The College of Nurses of Ontario issues a Practice Standard called the Confidentially and Privacy – Personal Health Information2 which addresses these concerns. In it, it says of the PHIPA:

"PHIPA permits the sharing of personal health information among health care team members to facilitate efficient and effective care. The health care team includes all those providing care to the client, regardless of whether they are employed by the same organization.".

Despite this, paramedics are still not able to access medical records for educational purposes.

In Bluewater Health v. Ontario Nurses' Assn.3, the arbitrator ruled that just because a health care worker was previously involved in a file and her hospital was still dealing with the patient, she lost the right and ability to learn about the patient's health care records as soon as she stopped working with the patient, even if it was educational to her.

In the same case, the arbitrator ruled that individuals can only access personal health information for the purpose of education if the hospital gives them explicit permission to do so.

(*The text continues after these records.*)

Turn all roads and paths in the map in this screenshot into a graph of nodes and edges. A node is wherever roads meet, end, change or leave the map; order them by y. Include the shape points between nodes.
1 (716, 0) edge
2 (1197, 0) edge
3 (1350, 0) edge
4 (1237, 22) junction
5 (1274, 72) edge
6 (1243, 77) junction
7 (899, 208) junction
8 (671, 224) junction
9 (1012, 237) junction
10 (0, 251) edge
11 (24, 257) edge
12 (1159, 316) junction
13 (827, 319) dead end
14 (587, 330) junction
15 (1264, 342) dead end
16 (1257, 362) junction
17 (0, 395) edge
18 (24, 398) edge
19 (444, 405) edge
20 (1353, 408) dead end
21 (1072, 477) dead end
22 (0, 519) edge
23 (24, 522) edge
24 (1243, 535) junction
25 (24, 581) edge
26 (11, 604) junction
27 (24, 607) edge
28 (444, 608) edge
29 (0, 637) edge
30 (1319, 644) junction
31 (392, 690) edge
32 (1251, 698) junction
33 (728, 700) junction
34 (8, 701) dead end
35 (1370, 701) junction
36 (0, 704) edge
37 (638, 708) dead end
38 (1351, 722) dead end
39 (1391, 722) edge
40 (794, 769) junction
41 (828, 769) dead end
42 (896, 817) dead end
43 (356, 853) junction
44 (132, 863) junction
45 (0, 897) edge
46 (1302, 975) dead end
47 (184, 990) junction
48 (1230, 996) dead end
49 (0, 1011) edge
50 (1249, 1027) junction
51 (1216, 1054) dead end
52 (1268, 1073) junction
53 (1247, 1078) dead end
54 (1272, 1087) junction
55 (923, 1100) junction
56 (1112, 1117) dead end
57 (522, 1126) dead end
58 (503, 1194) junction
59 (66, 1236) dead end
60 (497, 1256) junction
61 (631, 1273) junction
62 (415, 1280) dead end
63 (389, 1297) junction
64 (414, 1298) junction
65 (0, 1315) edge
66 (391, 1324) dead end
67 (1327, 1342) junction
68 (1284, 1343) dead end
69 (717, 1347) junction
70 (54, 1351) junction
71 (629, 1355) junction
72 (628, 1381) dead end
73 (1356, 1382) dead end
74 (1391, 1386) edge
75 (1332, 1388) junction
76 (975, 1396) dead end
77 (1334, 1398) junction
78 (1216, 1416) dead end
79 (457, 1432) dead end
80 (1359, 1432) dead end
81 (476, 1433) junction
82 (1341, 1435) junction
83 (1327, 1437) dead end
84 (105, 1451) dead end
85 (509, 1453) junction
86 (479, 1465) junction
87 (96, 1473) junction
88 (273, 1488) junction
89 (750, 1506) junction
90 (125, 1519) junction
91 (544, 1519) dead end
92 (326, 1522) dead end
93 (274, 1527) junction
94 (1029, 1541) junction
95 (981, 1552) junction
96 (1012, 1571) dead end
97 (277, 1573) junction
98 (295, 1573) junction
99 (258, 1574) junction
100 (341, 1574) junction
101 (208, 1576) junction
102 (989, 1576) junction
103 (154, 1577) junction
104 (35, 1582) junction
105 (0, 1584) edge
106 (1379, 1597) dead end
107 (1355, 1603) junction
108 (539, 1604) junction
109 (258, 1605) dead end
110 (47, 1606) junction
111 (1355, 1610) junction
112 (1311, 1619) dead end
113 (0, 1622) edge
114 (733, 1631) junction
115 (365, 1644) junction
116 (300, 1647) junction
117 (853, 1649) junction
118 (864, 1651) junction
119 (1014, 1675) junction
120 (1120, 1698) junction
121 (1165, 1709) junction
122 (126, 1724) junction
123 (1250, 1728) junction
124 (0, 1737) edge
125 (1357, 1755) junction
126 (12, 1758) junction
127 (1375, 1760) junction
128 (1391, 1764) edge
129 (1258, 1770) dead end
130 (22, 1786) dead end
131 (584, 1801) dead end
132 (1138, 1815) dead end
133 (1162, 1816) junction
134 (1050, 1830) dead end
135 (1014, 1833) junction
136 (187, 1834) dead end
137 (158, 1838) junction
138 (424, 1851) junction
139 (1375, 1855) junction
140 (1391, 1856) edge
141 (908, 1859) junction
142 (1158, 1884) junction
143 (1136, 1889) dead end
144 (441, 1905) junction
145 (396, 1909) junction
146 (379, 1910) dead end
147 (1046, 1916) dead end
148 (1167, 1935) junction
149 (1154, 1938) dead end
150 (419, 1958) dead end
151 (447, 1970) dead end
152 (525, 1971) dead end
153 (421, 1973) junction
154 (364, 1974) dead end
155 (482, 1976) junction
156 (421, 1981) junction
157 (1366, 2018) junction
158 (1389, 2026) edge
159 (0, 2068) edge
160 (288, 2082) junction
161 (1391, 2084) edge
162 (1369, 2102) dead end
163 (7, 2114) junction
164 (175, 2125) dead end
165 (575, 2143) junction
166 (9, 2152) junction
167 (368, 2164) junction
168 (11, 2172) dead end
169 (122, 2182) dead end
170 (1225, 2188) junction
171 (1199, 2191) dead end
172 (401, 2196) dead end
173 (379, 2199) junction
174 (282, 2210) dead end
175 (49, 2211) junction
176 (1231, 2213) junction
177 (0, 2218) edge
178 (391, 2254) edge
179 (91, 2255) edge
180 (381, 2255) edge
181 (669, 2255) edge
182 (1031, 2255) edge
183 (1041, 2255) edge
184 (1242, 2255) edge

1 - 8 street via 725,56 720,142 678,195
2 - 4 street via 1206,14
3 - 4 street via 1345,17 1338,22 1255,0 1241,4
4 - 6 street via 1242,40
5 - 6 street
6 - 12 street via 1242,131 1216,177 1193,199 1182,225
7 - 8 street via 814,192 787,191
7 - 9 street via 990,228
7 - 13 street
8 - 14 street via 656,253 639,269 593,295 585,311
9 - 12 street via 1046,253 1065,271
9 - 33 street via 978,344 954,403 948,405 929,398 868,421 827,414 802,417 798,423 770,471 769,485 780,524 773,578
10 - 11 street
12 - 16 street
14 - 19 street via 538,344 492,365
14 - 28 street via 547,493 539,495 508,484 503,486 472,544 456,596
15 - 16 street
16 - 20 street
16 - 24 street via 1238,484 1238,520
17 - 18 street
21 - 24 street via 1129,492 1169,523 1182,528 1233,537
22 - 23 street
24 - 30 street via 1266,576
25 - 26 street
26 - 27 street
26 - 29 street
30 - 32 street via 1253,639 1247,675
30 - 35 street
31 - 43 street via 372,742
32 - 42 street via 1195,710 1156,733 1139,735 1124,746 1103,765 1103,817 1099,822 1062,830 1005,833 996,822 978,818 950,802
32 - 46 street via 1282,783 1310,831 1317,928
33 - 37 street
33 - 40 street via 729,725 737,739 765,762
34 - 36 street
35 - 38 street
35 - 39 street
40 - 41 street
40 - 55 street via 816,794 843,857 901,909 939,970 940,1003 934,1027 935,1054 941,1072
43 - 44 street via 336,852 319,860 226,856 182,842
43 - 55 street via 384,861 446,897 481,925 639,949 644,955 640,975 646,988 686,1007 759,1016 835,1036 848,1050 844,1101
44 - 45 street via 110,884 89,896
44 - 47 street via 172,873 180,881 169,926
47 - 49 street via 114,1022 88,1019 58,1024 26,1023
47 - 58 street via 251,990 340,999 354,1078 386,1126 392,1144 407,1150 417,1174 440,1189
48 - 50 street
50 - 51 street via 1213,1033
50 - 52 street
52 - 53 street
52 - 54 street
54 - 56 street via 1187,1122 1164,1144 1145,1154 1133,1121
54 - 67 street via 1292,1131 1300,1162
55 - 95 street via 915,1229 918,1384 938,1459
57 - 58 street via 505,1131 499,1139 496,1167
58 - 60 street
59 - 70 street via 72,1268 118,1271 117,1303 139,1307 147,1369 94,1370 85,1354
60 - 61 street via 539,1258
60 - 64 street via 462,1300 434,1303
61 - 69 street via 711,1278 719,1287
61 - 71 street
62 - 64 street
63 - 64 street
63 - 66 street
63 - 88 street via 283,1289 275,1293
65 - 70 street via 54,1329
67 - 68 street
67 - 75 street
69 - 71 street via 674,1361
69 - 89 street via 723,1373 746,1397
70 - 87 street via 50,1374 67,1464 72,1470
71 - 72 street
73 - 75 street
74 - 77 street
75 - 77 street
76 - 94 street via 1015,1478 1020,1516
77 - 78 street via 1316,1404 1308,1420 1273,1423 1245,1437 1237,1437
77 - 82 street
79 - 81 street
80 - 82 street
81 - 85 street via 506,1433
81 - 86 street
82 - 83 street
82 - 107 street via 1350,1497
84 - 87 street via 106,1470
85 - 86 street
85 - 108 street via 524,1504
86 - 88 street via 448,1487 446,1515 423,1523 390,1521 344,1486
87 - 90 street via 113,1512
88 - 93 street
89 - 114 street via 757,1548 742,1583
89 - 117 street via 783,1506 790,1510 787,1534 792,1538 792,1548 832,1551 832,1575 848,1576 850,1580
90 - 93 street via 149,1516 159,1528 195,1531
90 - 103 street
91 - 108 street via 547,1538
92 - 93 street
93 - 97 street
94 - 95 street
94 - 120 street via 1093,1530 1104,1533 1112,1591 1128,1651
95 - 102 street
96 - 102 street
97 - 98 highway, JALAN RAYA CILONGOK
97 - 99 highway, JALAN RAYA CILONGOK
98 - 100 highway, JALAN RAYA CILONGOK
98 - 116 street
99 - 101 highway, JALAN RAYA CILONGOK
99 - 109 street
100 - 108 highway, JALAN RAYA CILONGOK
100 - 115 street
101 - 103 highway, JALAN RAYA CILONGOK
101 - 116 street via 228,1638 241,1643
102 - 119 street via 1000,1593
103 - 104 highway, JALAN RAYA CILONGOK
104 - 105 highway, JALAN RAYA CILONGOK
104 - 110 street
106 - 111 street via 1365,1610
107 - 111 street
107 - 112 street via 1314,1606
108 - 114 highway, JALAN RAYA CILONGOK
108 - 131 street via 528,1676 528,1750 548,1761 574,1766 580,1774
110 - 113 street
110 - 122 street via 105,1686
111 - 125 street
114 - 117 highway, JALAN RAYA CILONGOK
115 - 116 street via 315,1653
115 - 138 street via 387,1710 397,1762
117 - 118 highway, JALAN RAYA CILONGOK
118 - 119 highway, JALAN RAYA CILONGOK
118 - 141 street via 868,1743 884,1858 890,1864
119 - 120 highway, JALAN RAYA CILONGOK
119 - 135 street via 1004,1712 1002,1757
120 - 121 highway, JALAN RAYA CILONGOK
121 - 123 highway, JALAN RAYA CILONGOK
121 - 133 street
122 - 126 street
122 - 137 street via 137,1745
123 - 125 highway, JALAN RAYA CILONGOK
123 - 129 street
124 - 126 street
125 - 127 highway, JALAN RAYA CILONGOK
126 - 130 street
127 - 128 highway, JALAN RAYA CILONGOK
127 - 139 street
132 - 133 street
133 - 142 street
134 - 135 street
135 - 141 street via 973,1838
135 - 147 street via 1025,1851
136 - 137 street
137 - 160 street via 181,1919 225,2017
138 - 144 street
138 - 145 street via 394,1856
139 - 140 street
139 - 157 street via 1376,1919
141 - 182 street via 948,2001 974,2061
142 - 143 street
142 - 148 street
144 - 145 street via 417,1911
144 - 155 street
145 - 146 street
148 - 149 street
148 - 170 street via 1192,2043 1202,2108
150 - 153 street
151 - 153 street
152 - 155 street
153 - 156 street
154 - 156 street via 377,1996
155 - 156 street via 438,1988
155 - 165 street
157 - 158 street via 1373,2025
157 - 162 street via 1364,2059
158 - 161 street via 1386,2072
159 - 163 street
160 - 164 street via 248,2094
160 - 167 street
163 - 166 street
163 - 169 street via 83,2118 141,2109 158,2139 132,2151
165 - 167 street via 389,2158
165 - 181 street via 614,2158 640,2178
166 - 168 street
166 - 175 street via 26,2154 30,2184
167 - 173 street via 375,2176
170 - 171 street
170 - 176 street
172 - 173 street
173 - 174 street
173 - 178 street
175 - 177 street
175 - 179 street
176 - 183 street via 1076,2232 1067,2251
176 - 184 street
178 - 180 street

In Ontario Nurses' Association v Norfolk General Hospital4, the court determined that: "The circle of care does not include:

  • A physician who is not part of the direct or follow-up treatment of an individual;"

In North Bay Health Centre v Ontario Nurses' Ass'n. (McLellan Grievance)5, Arbtirator Abramsky stated:

"40 Further, if accepted, the Association's argument that all "health care practitioners" are health information custodians entitled to rely on Section 37(1) would undermine the goals and purposes of the legislation. If a nurse (or any health care practitioner – and there are many health care practitioners at a hospital) is a health information custodian and may freely access patient health information for personal educational purposes, the privacy of patient health records could be significantly undermined. The Act does allow for the use of health information for "educating agents to provide health care" but it must be done by the health information custodian, not by an agent for his or her own purposes."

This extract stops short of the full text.